In most places it is even called a Hungarian Hunter’s stew but this dish is more than that.
Vadas is also the term used for dishes that result in or are served with a orange coloured, tangy-sweet sauce.
The dish calls for game to be used in its preparation, hence the use of ‘hunter’ in the name.
Many restaurants serve this orange sauce on top of slow-cooked meat or even grilled meat alongside a serving of plump bread dumplings.
The flavours are fantastic as the sauce is prepped with root vegetables, mustard, sugar and the textures work extremely well together.
When the meat is grilled, it adds a great layer to this dish.
While this dish is served at many Hungarian restaurants, at its heart it is still a street food.
Lángos is truly one of the best things to enjoy while traversing the streets of Hungary.
To entice you a bit, it is fried bread; crunchy exterior with a soft fluﬀy interior.
The bread can be used as a base to make many variations just like pizza but most traditionally it is enjoyed with sour cream and cheese.
This dish hits the feels every time as it reminds me of a bread that is very common in the Indian cuisine — Bhatura.
You can also compare the flavour and the texture of this bread to focaccia.
Trust me, this is something that you fall in love with during your first tasting.
12- Rakott Krumpli
Hungarians are seemingly quite skilled at taking side dishes and inspirations from other cuisines and then turning them into standalone mains.
Rakott Krumpli is a layered potato dish that resembles the French gratin potatoes.
Hungarians treat the potatoes the same way they are treated in a gratin; sliced thinly and coated in seasoned fat.

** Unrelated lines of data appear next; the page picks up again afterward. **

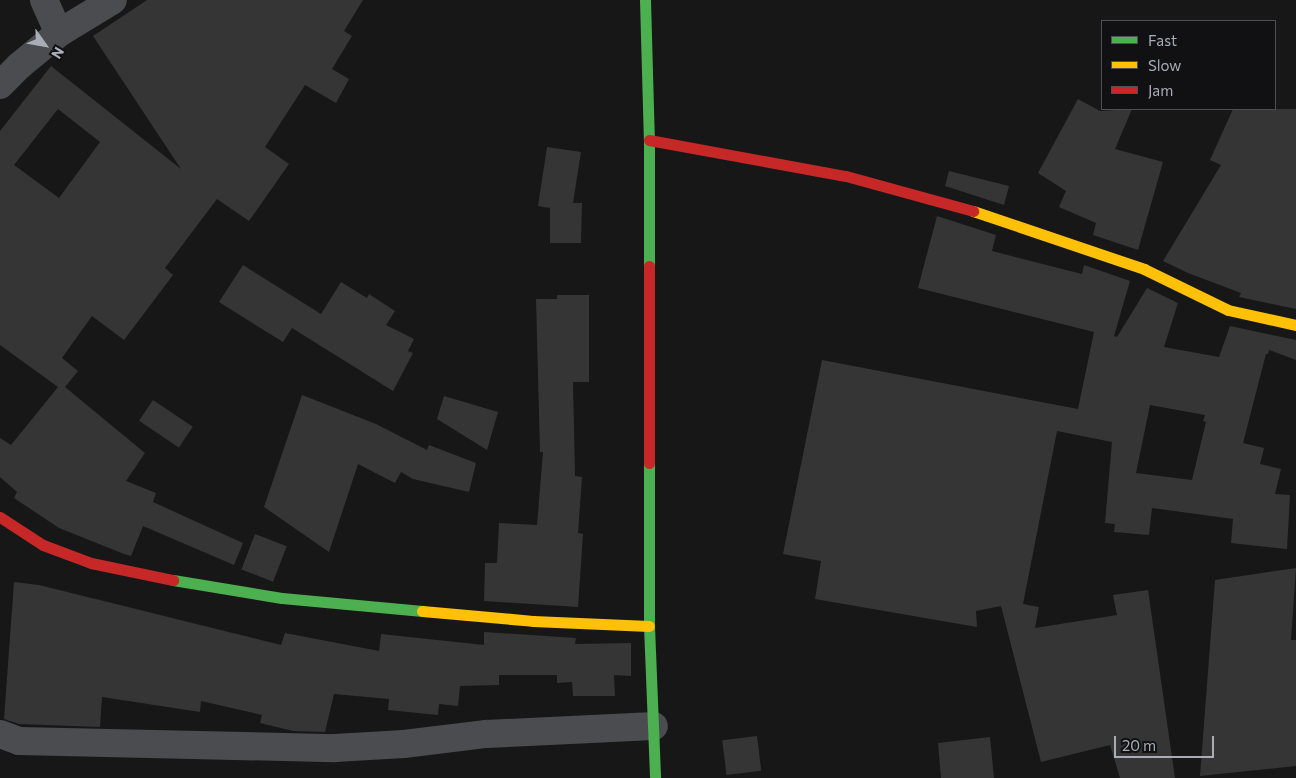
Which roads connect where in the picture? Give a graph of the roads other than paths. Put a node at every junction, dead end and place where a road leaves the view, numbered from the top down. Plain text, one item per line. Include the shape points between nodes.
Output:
1 (44, 0) edge
2 (113, 0) edge
3 (645, 0) edge
4 (59, 33) junction
5 (0, 85) edge
6 (649, 140) junction
7 (1296, 325) edge
8 (0, 517) edge
9 (649, 626) junction
10 (654, 726) junction
11 (0, 734) edge
12 (654, 778) edge

1 - 4 street
2 - 4 street
3 - 6 street
4 - 5 street
6 - 7 street via 846,176 952,204 1144,269 1228,310
6 - 9 street
8 - 9 street via 43,546 91,563 282,598 533,621
9 - 10 street
10 - 11 street via 486,734 335,748 19,741
10 - 12 street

In Rakott krumpli, the layers of potatoes are joined with layers of sour cream, hard-boiled eggs and crispy paprika sausages.
While it is enjoyed during lunch or dinner, I think it is worth the eﬀort to prepare it in the morning as it is one of the perfect breakfast dishes.
It is served with a side of pickled veggies which take this dish on another level.
13- Töltött Káposzta
It is said that Hungarian cuisine would not feel as traditional without the use of cabbage.
Cabbage is used in many diﬀerent methods all across the array of Hungarian dishes.
Töltött Káposzta are stuﬀed cabbage leaves that popped up during the 16th century and since have become an obligatory staple for the locals.
This is a dish that is served and loved all over eastern Europe in diﬀerent variations.
In Hungary, the cabbage leaves are cooked and then stuﬀed with a flavourful mince of chicken or beef.
The stuﬀed rolls are then cooked with some sort of liquid essentially steaming them to tender perfection.
They are served with a creamy paprika sauce on a bed of sauerkraut and topped with a hefty serving of sour cream.
14- Chicken Paprikash
This dish was my introduction to the Hungarian cuisine and I would assume that it is also the most famous among tourists.
When it comes down to Hungarian classics, it is either Paprikash or Goulash and of the two I prefer this beauty.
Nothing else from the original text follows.